I think you do need to take a deep breath and take control of this situation and get things formalised once and for all. And actually, that's another reason why I'd be cancelling this holiday - so he can't turn around and say 'if I'm so bad, why did you come on holiday with me?'

LIZS · 16/04/2014 14:10

They booked a holiday for you to accompany the dc but it is you who is being controlling ? Confused Keep hold of passports .

InspirationFailed · 16/04/2014 14:12

They have money unfortunately so would easily pay for a solicitor. I saw a solicitor a few months ago and she did say that I would find it incredibly difficult to get anything less than the standard amount of contact. There have been no incidents during the last 2 years, he's respectable, no criminal record (thanks for that CPS!) has a stable home - I can't prove what a nasty bastard he is, and he's learnt enough from last time to know not to drink for a while before hand (so he's told me when he's ranted about it in the past).
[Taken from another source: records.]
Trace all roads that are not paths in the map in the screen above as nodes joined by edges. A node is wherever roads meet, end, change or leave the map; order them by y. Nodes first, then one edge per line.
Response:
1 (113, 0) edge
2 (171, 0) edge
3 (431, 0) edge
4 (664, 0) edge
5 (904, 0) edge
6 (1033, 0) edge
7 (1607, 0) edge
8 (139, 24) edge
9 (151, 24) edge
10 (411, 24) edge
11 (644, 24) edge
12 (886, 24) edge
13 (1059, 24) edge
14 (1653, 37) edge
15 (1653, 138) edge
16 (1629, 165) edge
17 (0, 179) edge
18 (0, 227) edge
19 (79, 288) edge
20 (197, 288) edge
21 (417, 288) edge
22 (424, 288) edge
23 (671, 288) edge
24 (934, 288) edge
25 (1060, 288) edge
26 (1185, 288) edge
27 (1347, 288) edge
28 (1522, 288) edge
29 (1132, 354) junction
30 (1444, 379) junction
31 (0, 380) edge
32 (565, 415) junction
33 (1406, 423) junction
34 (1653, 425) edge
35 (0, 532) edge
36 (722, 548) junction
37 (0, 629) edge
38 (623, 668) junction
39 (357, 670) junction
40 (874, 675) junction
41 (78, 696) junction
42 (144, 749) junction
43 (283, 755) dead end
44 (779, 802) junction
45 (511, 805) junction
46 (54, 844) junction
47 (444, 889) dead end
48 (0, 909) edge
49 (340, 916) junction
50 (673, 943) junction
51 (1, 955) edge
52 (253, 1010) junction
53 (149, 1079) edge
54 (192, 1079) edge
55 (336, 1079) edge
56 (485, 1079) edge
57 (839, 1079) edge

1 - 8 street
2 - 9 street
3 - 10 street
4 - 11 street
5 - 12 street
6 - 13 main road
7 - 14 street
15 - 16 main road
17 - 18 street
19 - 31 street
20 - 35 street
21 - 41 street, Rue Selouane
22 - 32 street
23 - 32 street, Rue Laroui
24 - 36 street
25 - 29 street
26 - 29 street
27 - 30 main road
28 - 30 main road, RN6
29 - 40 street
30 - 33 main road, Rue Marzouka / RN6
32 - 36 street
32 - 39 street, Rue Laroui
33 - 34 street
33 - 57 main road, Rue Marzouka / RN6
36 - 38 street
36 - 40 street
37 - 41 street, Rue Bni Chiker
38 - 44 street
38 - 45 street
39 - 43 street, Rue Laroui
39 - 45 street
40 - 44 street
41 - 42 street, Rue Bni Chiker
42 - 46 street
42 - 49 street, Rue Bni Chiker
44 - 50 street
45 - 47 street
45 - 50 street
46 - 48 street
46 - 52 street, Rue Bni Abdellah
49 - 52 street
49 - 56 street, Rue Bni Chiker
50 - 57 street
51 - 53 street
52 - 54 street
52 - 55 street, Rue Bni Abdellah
Plus he would make my life hell and I'm scared of him when he loses it.

OP posts:
Scrounger · 16/04/2014 14:13

Make sure you take a credit card that you can use abroad and that you have enough cash, keep hold of the passports at all times. At least you have a separate apartment.

DenzelWashington · 16/04/2014 14:15

Bear in mind, the more you go along with all this then possibly the more you strengthen your ex's case for more and overnight contact.

Gen35 · 16/04/2014 14:16

I would leave all passports with reception in a safety box and hide the key as soon as I got there too in case he starts sniffing round the appt for them. He sounds abusive and controlling to me. I wouldn't go in your position but in your position I certainly wouldn't allow passport access at any point.
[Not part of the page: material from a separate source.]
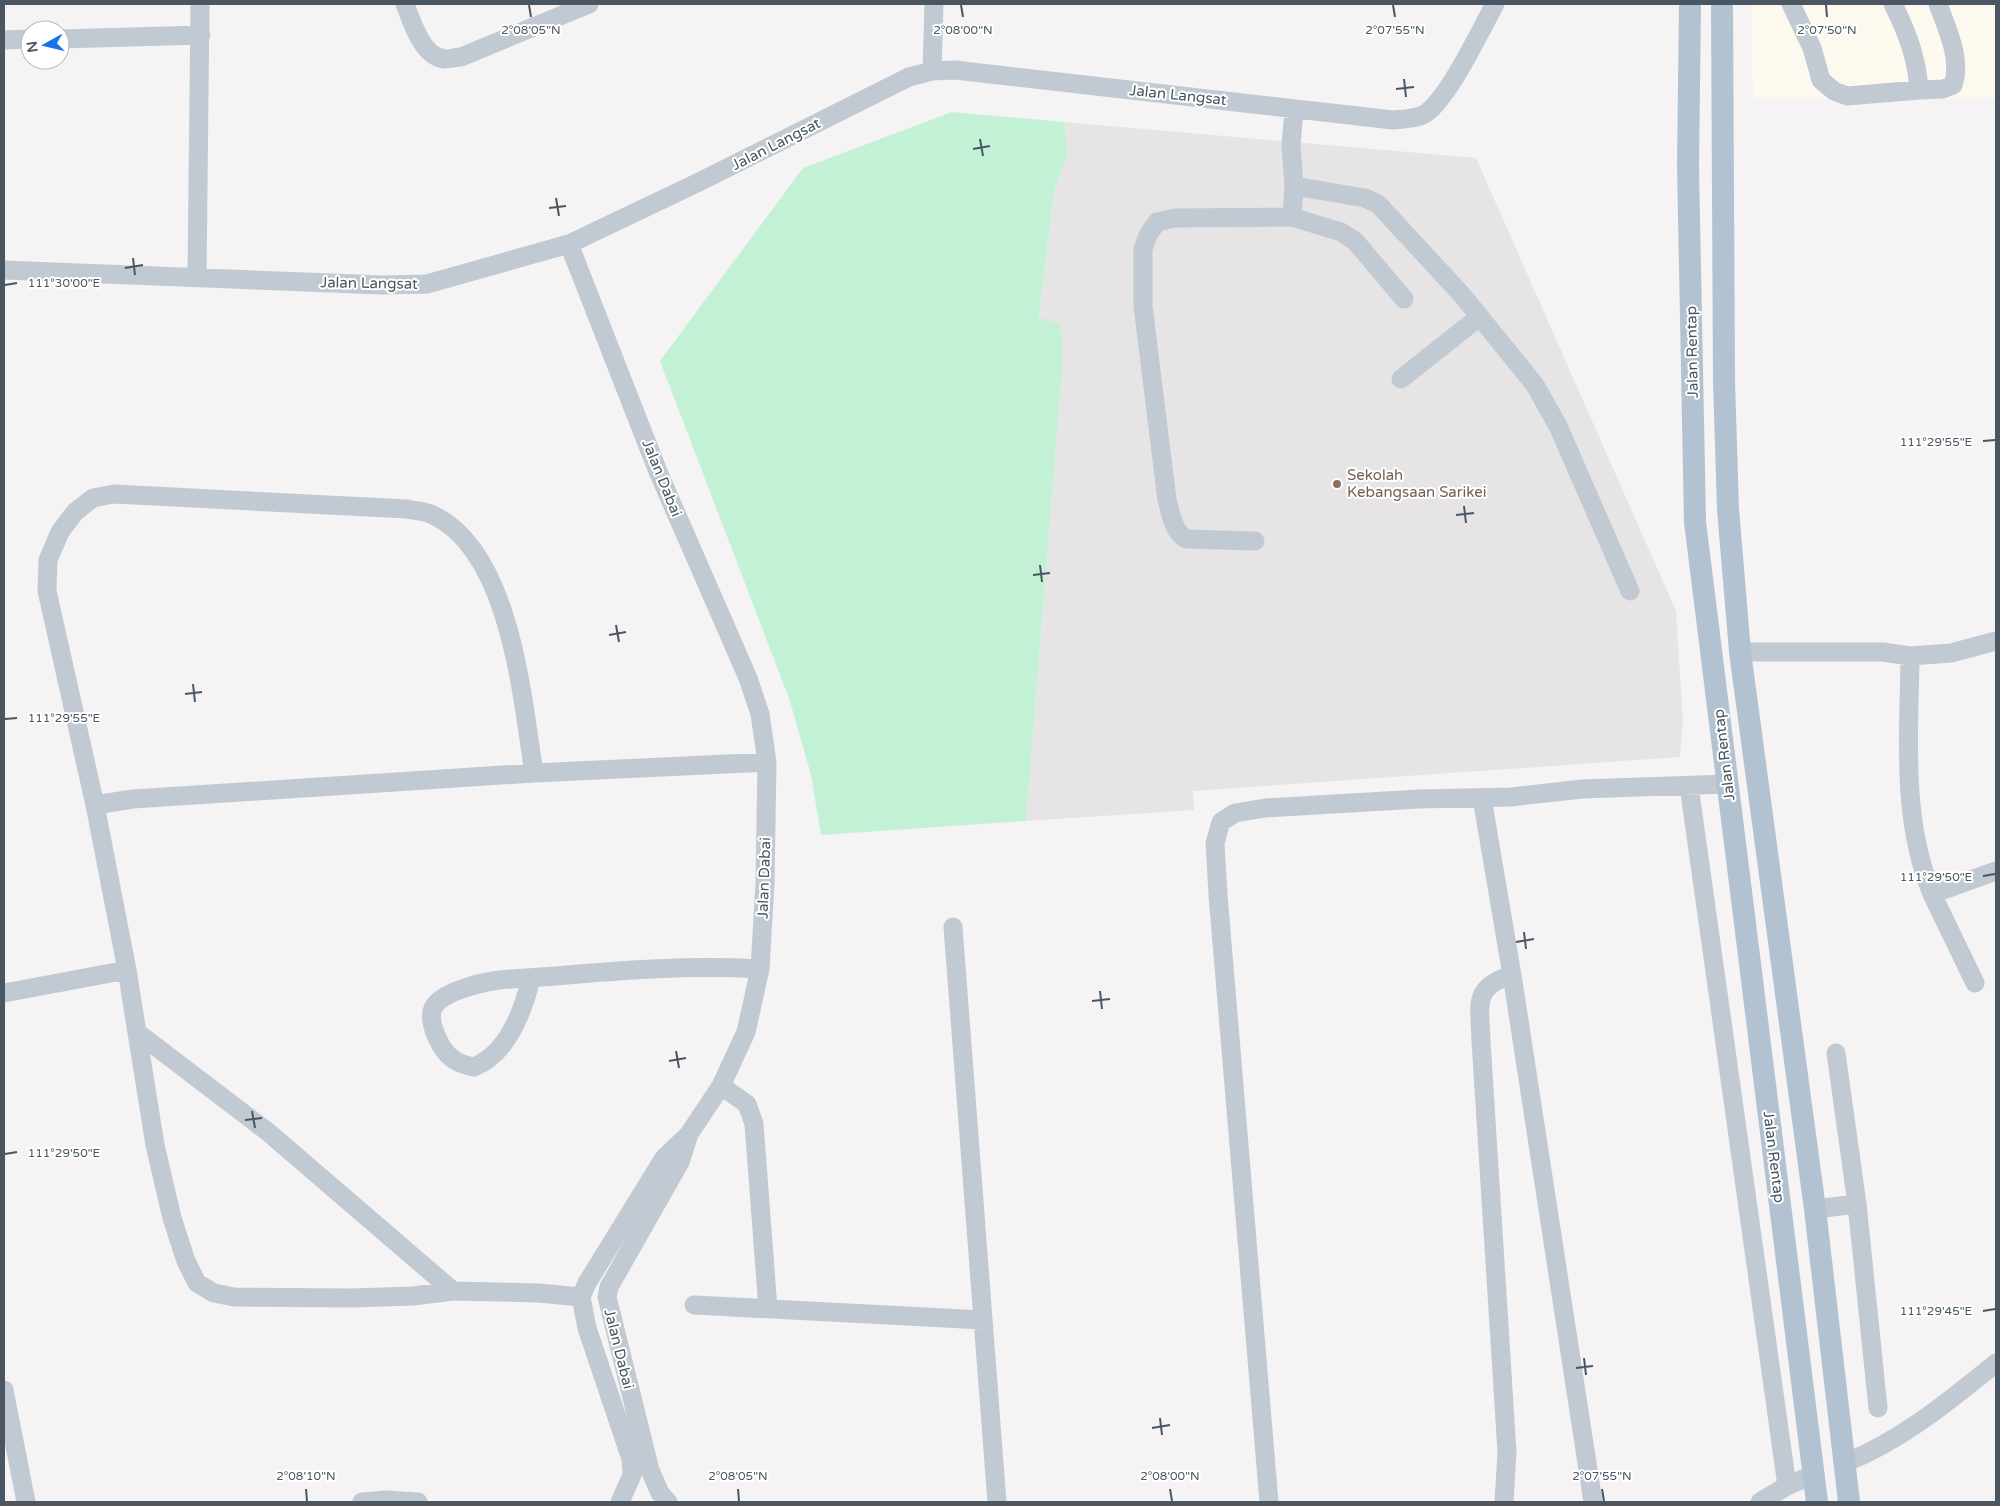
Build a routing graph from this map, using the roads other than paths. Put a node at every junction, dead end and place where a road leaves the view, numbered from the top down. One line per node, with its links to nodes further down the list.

SocialQueen · 16/04/2014 14:21

ynbu at all.
As everyone else says do not handover the passports.

I'm very suspicious as to why anyone would want a 1 and a 2 year old on holiday... they're so young they wont get any joy from it.

WooWooo · 16/04/2014 14:34

He doesn't need them to confirm the flights, He might want the numbers though for the booking.
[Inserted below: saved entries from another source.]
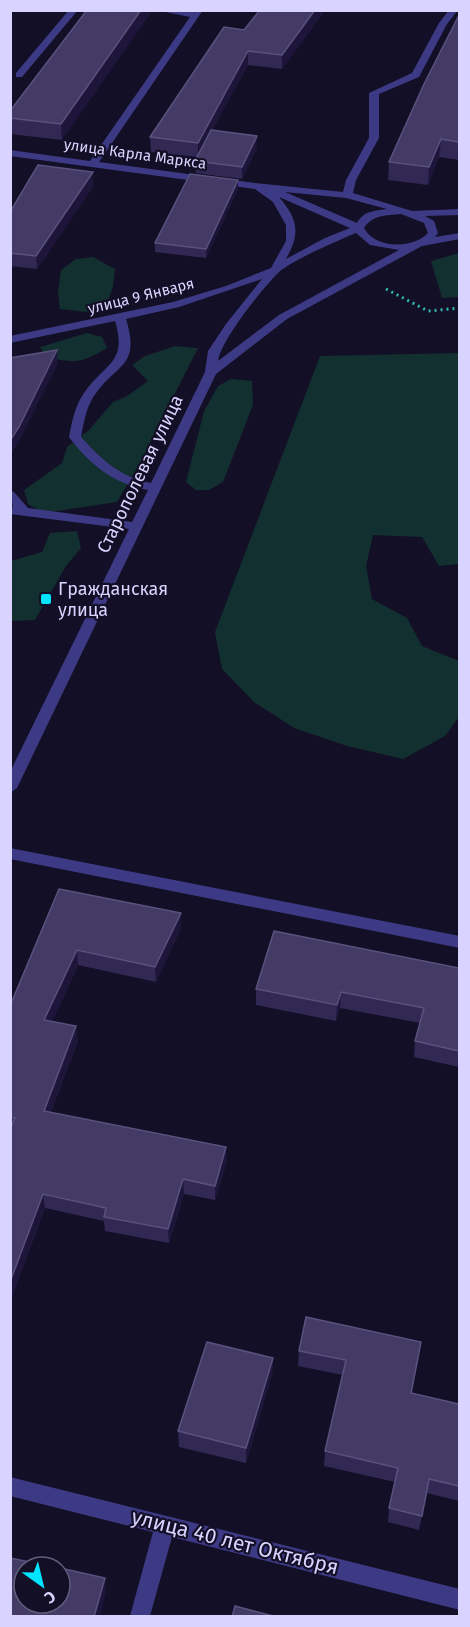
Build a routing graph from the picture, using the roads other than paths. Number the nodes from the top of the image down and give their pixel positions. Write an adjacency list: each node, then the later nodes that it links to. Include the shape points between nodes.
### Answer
1 (74, 10): 5 (street)
2 (160, 10): 4 (street)
3 (454, 10): 9 (street, via 416,75 374,93 374,138)
4 (197, 13): 7 (street)
5 (19, 75)
6 (10, 153): 7 (street, улица Карла Маркса)
7 (93, 163): 8 (street, улица Карла Маркса)
8 (255, 186): 9 (street); 12 (street); 15 (street, via 277,200 291,225 291,241)
9 (347, 195): 10 (street)
10 (407, 212): 11 (street); 12 (street, улица 9 Января, via 372,214); 14 (street, via 422,216 433,227 433,233)
11 (459, 212)
12 (359, 228): 14 (street, via 373,242 393,247); 15 (street, улица 9 Января)
13 (459, 236): 14 (street)
14 (418, 244): 18 (street, via 284,317)
15 (275, 270): 16 (street, улица 9 Января, via 230,288); 18 (street, Старополевая улица, via 219,343)
16 (120, 318): 17 (street, улица 9 Января); 19 (street, via 128,338 125,354 83,404 75,437 100,467 131,484)
17 (10, 340)
18 (211, 372): 19 (street, Старополевая улица)
19 (155, 488): 22 (street, Старополевая улица)
20 (10, 495): 21 (street)
21 (17, 511): 22 (street)
22 (136, 526): 23 (street, Старополевая улица)
23 (10, 788)
24 (10, 853): 25 (street)
25 (459, 942)
26 (10, 1486): 27 (street, улица 40 лет Октября)
27 (165, 1524): 28 (street, улица 40 лет Октября); 29 (street)
28 (459, 1600)
29 (140, 1617)

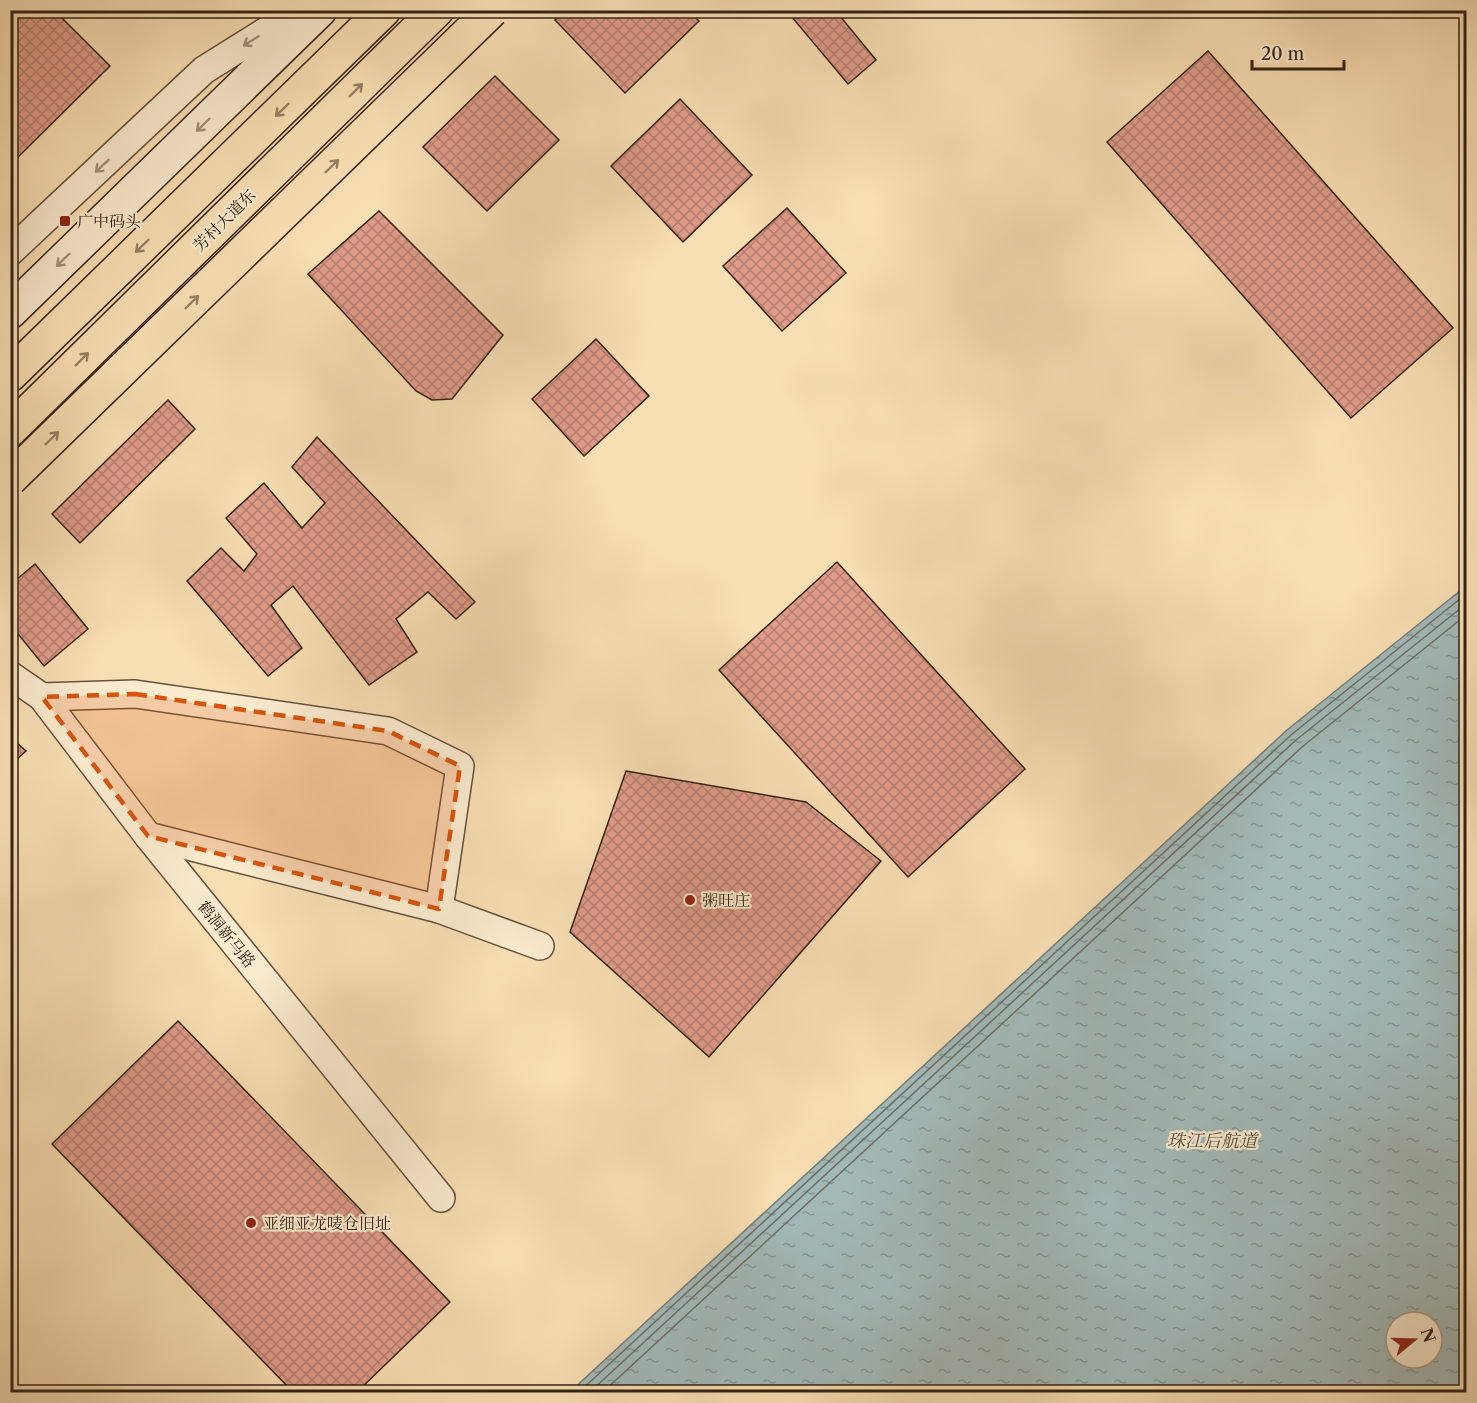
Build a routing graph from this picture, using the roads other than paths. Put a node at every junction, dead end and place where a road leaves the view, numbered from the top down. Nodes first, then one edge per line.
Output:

Don't hand them over!! Put them in safe while there. I know it's going to be a challenge but you might actually enjoy being away? Keep a diary while you are away and be prepared to jump in to look after the children if needed. They are the most important thing here.

Hissy · 16/04/2014 14:35

NEVER EVER LET THOSE PASSPORTS OUT OF YOUR POSSESSION.

You have residency, you keep the passports.

notthegirlnextdoor · 16/04/2014 15:25

He won't get a court order to allow him to take them on holiday. Doesn't work like that and considering the prohibited steps order I seriously doubt he would get one anyway.

Don't hand the passports over and don't go and don't allow him to take the kids!

MistressDeeCee · 16/04/2014 22:27

I think what Denzel has said about possibly handing your ExH a stronger case for overnight contact by going along with all this, is entirely true. You need to be careful. & stand up for yourself. If you can't do it then I hope you have someone to do it for you. In your shoes I wouldn't even go, you're under no obligation. If you let yourself be manipulated into this where does it end? Will he want you and DCs to go away with him and family next year? Do you even get a say as to when? I note he paid for you as well. What an extraordinary situation. Anyway, best of luck with sorting it all out it sounds as if this holiday simply isn't worth the stress of it all

hamptoncourt · 16/04/2014 22:38

OP what do you mean you "wouldn't dare" lose the passports? Are you scared of him?

If you are scared of him then why are you going away with him?

I would take them to a chicken pox party. It's the right time of year for the Pox.

weatherall · 16/04/2014 22:45

I don't think you or your children should go.

Id get their passports and cut them up.

Could he take them out of the country without your permission eg during contact?